(openPR) Das Landgericht Berlin hat den ehemaligen Vorstand der VermögensGarant und ein ehemaliges Mitglied des Aufsichtsrates zum Schadensersatz verurteilt. Zuvor war bereits gegen ein weiteres Mitglied des Aufsichtsrates ein Versäumnisurteil ergangen.

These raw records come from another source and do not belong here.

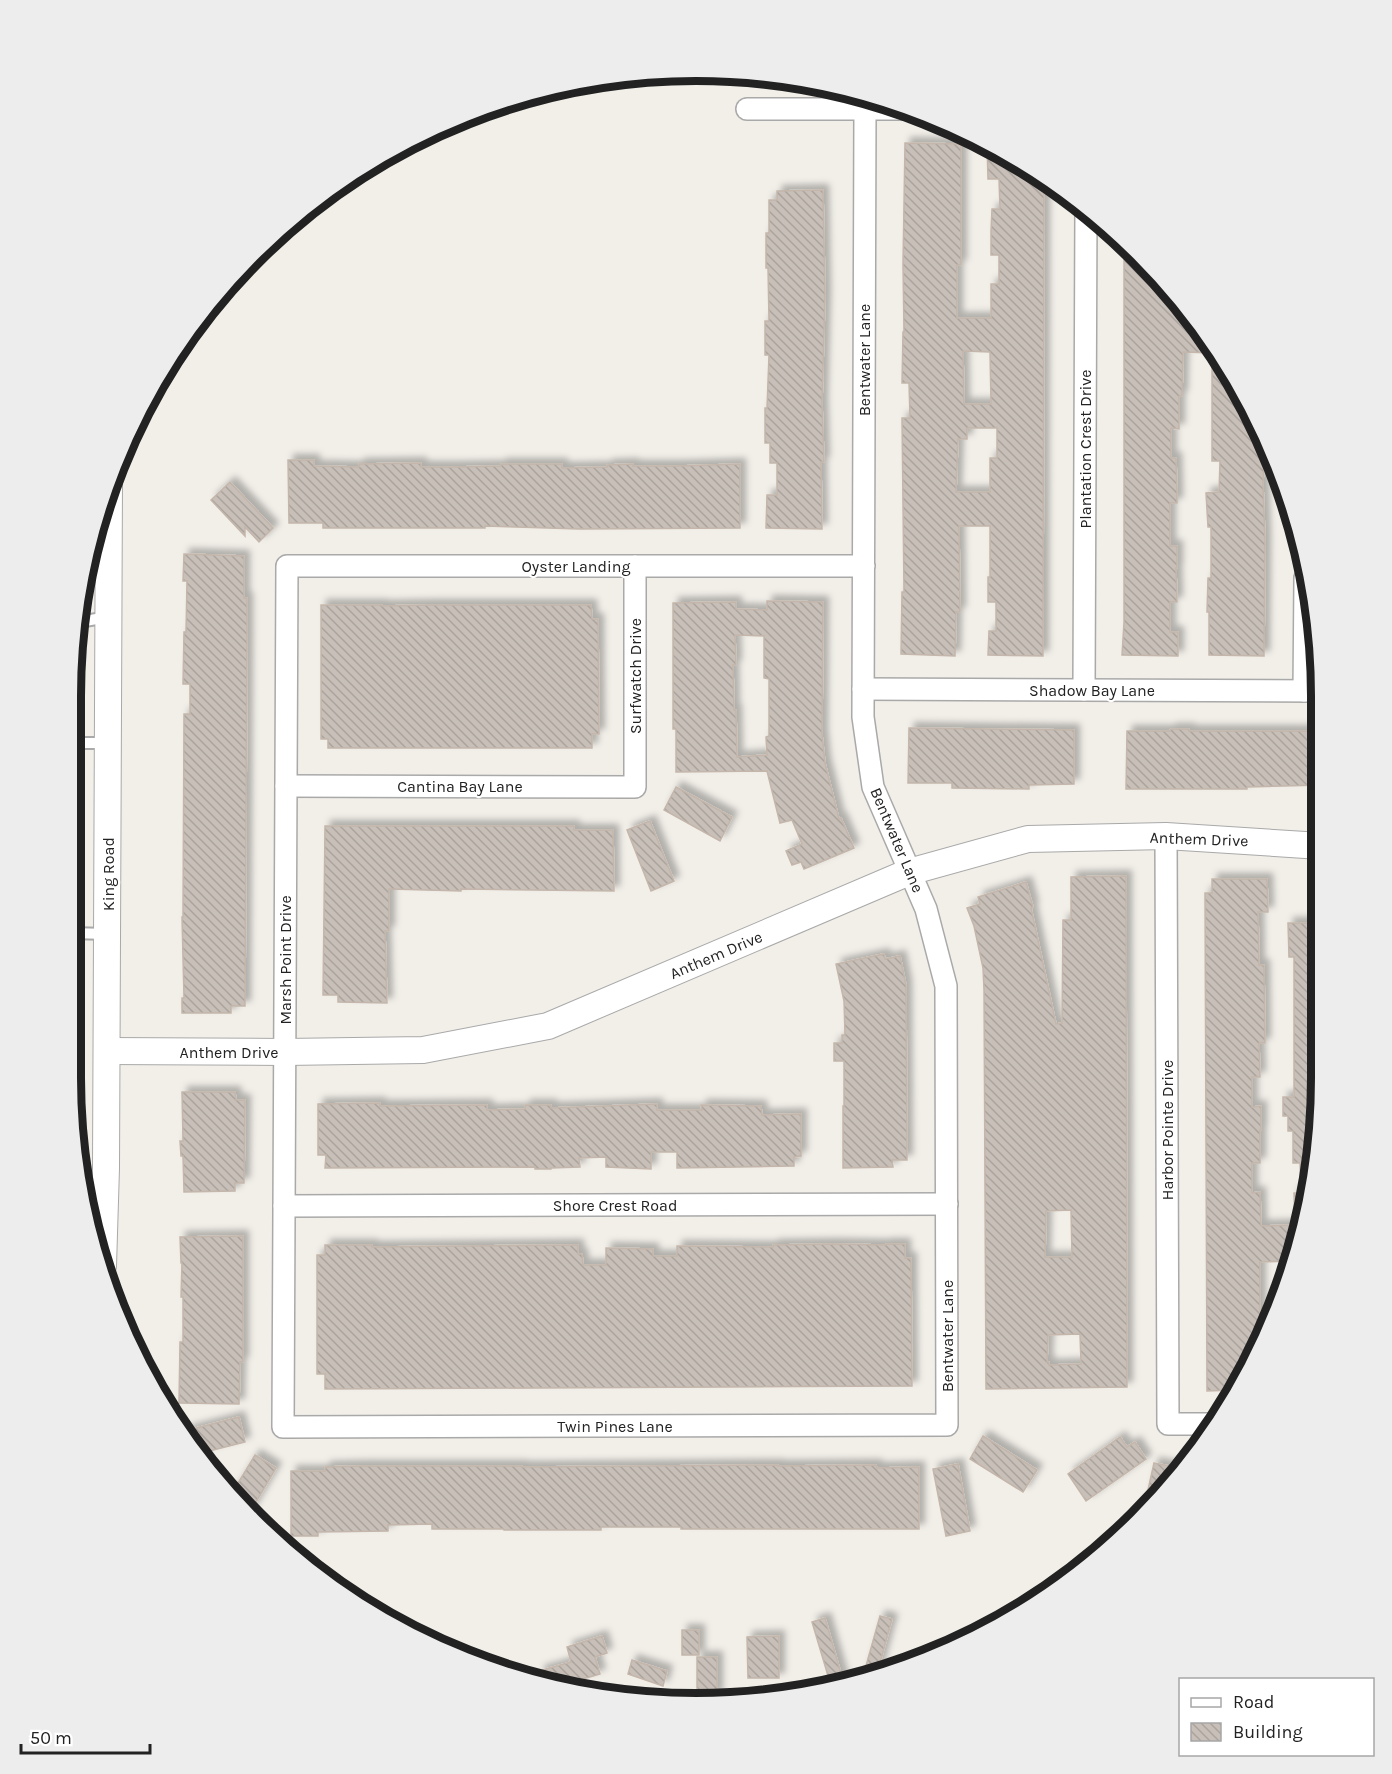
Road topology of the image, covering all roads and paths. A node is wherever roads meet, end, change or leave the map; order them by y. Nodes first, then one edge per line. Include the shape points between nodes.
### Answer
1 (747, 109) dead end
2 (865, 109) junction
3 (878, 109) edge
4 (1086, 221) edge
5 (104, 530) edge
6 (288, 566) joint
7 (635, 566) junction
8 (864, 566) junction
9 (109, 617) junction
10 (86, 620) edge
11 (863, 689) junction
12 (1084, 690) junction
13 (1311, 691) edge
14 (81, 743) edge
15 (109, 743) junction
16 (286, 786) junction
17 (635, 787) joint
18 (1167, 836) junction
19 (1311, 845) edge
20 (909, 873) junction
21 (81, 933) edge
22 (108, 934) junction
23 (107, 1051) junction
24 (285, 1052) junction
25 (947, 1204) junction
26 (284, 1206) junction
27 (104, 1243) edge
28 (1204, 1424) edge
29 (947, 1425) joint
30 (283, 1427) joint

1 - 2 street
2 - 3 street
2 - 8 street, Bentwater Lane
4 - 12 street, Plantation Crest Drive
5 - 9 street, King Road
6 - 7 street, Oyster Landing
6 - 16 street, Marsh Point Drive
7 - 8 street, Oyster Landing
7 - 17 street, Surfwatch Drive
8 - 11 street, Bentwater Lane
9 - 10 lane
9 - 15 street, King Road
11 - 12 street, Shadow Bay Lane
11 - 20 street, Bentwater Lane via 873,787
12 - 13 street, Shadow Bay Lane
14 - 15 lane
15 - 22 street, King Road
16 - 17 street, Cantina Bay Lane
16 - 24 street, Marsh Point Drive
18 - 19 street, Anthem Drive
18 - 20 street, Anthem Drive via 1028,839
18 - 28 street, Harbor Pointe Drive via 1168,1424
20 - 24 street, Anthem Drive via 548,1026 423,1050
20 - 25 street, Bentwater Lane via 926,909 946,986
21 - 22 lane
22 - 23 street, King Road
23 - 24 street, Anthem Drive
23 - 27 street, King Road
24 - 26 street, Marsh Point Drive
25 - 26 street, Shore Crest Road
25 - 29 street, Bentwater Lane
26 - 30 street, Marsh Point Drive
29 - 30 street, Twin Pines Lane

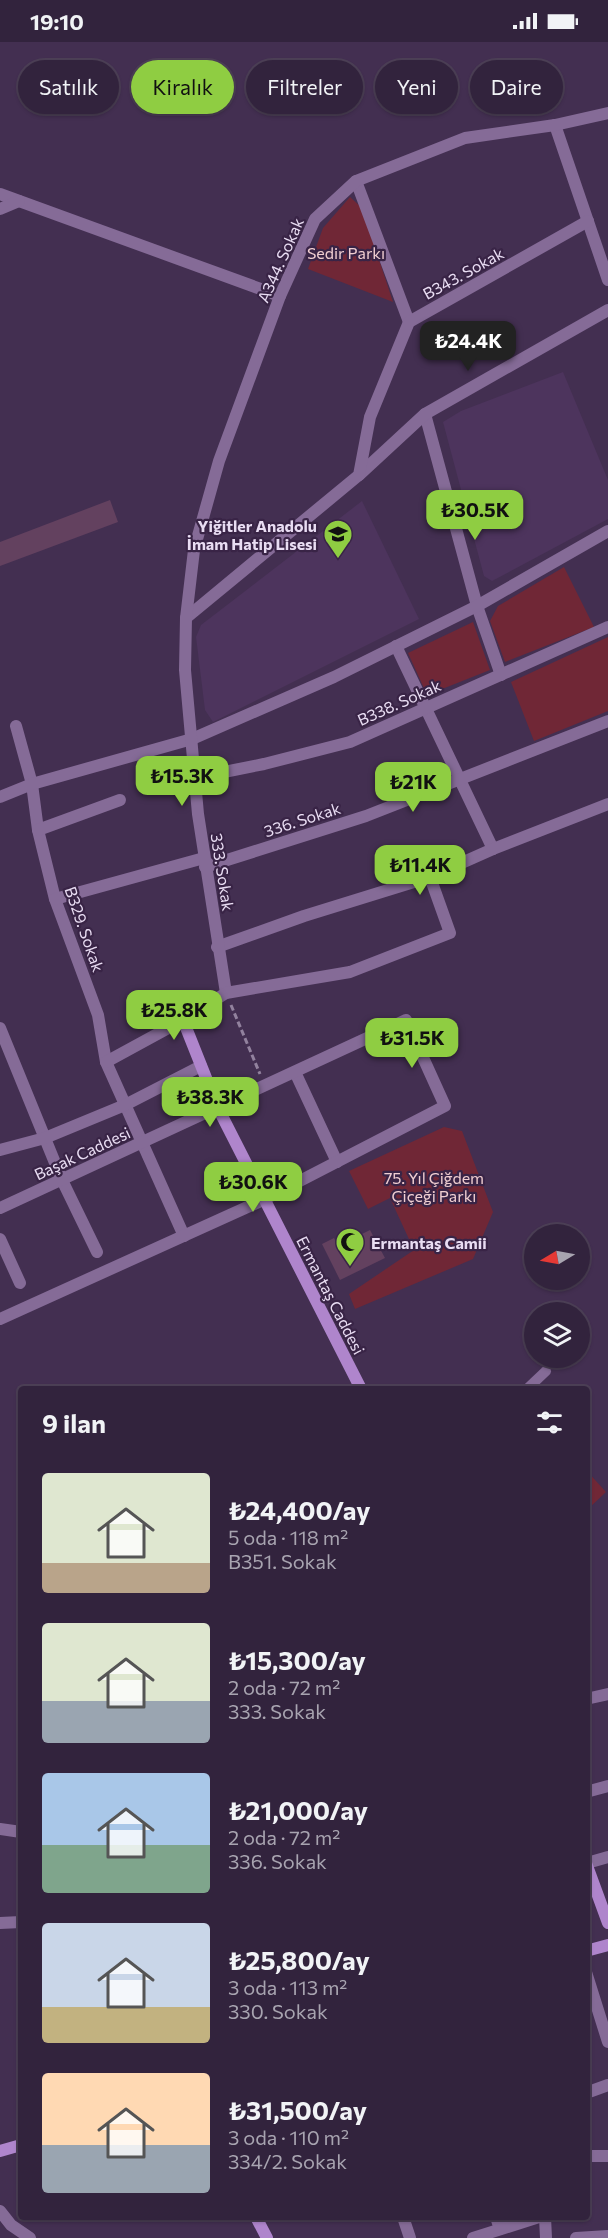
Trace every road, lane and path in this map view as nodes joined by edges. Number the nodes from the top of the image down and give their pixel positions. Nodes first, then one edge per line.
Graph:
1 (608, 113) edge
2 (555, 125) junction
3 (356, 181) junction
4 (0, 194) edge
5 (19, 201) junction
6 (0, 209) edge
7 (588, 221) junction
8 (608, 280) edge
9 (280, 296) junction
10 (608, 310) edge
11 (409, 322) junction
12 (424, 414) junction
13 (359, 475) junction
14 (608, 531) edge
15 (477, 606) junction
16 (186, 618) junction
17 (608, 627) edge
18 (396, 646) junction
19 (501, 675) junction
20 (426, 708) junction
21 (608, 721) edge
22 (16, 726) dead end
23 (192, 739) junction
24 (194, 778) junction
25 (458, 778) junction
26 (32, 784) junction
27 (0, 797) edge
28 (120, 800) dead end
29 (608, 804) edge
30 (38, 830) junction
31 (493, 849) junction
32 (205, 863) junction
33 (430, 877) junction
34 (55, 899) junction
35 (218, 947) junction
36 (226, 993) junction
37 (183, 1020) junction
38 (0, 1028) edge
39 (106, 1062) junction
40 (201, 1066) junction
41 (295, 1072) junction
42 (265, 1086) junction
43 (125, 1105) junction
44 (218, 1108) junction
45 (45, 1138) junction
46 (141, 1144) junction
47 (0, 1150) edge
48 (337, 1162) junction
49 (62, 1180) junction
50 (263, 1200) junction
51 (0, 1208) edge
52 (184, 1236) junction
53 (0, 1239) edge
54 (98, 1252) dead end
55 (20, 1283) dead end
56 (0, 1319) edge
57 (546, 1371) dead end
58 (359, 1386) edge
59 (530, 1386) edge
60 (608, 1694) edge
61 (590, 1697) edge
62 (608, 1786) edge
63 (590, 1791) edge
64 (0, 1829) edge
65 (18, 1832) edge
66 (608, 1857) edge
67 (590, 1862) edge
68 (590, 1874) edge
69 (18, 1922) edge
70 (0, 1923) edge
71 (608, 1923) edge
72 (608, 1945) edge
73 (590, 1950) edge
74 (590, 1985) edge
75 (608, 2042) edge
76 (608, 2085) edge
77 (590, 2091) edge
78 (18, 2146) edge
79 (0, 2151) edge
80 (590, 2156) edge
81 (608, 2156) edge
82 (0, 2211) edge
83 (258, 2220) edge
84 (404, 2220) edge
85 (518, 2220) edge
86 (545, 2220) edge
87 (498, 2223) edge
88 (11, 2225) junction
89 (0, 2232) edge
90 (608, 2236) edge
91 (30, 2238) edge
92 (267, 2238) edge
93 (410, 2238) edge
94 (473, 2238) edge
95 (546, 2238) edge
96 (576, 2238) edge

1 - 2 street, A344. Sokak
2 - 3 street, A344. Sokak
2 - 7 street
3 - 9 street, A344. Sokak
3 - 11 street
4 - 5 street
5 - 6 street
5 - 9 street
7 - 8 street
7 - 11 street, B343. Sokak
9 - 16 street, A344. Sokak
10 - 12 street
11 - 13 street
12 - 13 street
12 - 15 street
13 - 16 street
14 - 15 street
15 - 18 street
15 - 19 street
16 - 23 street, 333. Sokak
17 - 19 street, B338. Sokak
18 - 20 street
18 - 23 street
19 - 20 street, B338. Sokak
20 - 24 street, B338. Sokak
20 - 25 street
21 - 25 street, 336. Sokak
22 - 26 street, B329. Sokak
23 - 24 street, 333. Sokak
23 - 26 street
24 - 32 street, 333. Sokak
25 - 31 street
25 - 32 street, 336. Sokak
26 - 27 street
26 - 30 street, B329. Sokak
28 - 30 street
29 - 31 street
30 - 34 street, B329. Sokak
31 - 33 street
32 - 34 street, 336. Sokak
32 - 35 street, 333. Sokak
33 - 35 street
33 - 36 street
34 - 39 street, B329. Sokak
35 - 36 street, 333. Sokak
36 - 37 street
36 - 42 path
37 - 39 street
37 - 40 main road, Ermantaş Caddesi
38 - 45 street
39 - 43 street, B329. Sokak
40 - 43 street
40 - 44 main road, Ermantaş Caddesi
41 - 42 street, Başak Caddesi
41 - 48 street
41 - 48 street, Başak Caddesi
42 - 44 street, Başak Caddesi
43 - 45 street
43 - 46 street, B329. Sokak
44 - 46 street, Başak Caddesi
44 - 50 main road, Ermantaş Caddesi
45 - 47 street
45 - 49 street
46 - 49 street, Başak Caddesi
46 - 52 street, B329. Sokak
48 - 50 street
49 - 51 street, Başak Caddesi
49 - 54 street
50 - 52 street
50 - 58 main road, Ermantaş Caddesi
52 - 56 street
53 - 55 street
57 - 59 lane
60 - 61 street
62 - 63 street
64 - 65 street
66 - 67 street
68 - 71 main road
69 - 70 street
72 - 73 main road
74 - 75 street
76 - 77 street
78 - 79 main road
80 - 81 street
82 - 88 street
83 - 92 main road
84 - 93 street
85 - 87 street
86 - 95 street
87 - 94 street
88 - 89 street
88 - 91 street
90 - 96 street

In seiner Entscheidung hat das Landgericht zahlreiche Fehler im Verkaufsprospekt der VermögensGarant zu den Inhaberteilschuldverschreibungen VG IV und V festgestellt. Insbesondere wird die unzureichende Darstellung der vorhandenen Risiken als wesentlicher Fehler durch das Gericht gerügt. Unabhängig von der Tatsache, dass die angebliche Kapitalgarantie nicht bestand, stellt das Gericht fest, dass der Prospekt irreführend ist, da er dem jeweiligen Anleger suggeriere, sein persönliches Risiko beschränke sich auf das Insolvenzrisiko des im Prospekt genannten internationalen Kreditinstituts. Neben diesem Fehler enthielt der Prospekt falsche Angaben zu den Beteiligungen der VermögensGarant.
In seiner Entscheidung hat das Gericht keinen Zweifel daran gelassen, dass auch der Aufsichtsrat grundsätzlich für die Prospektangaben haftet.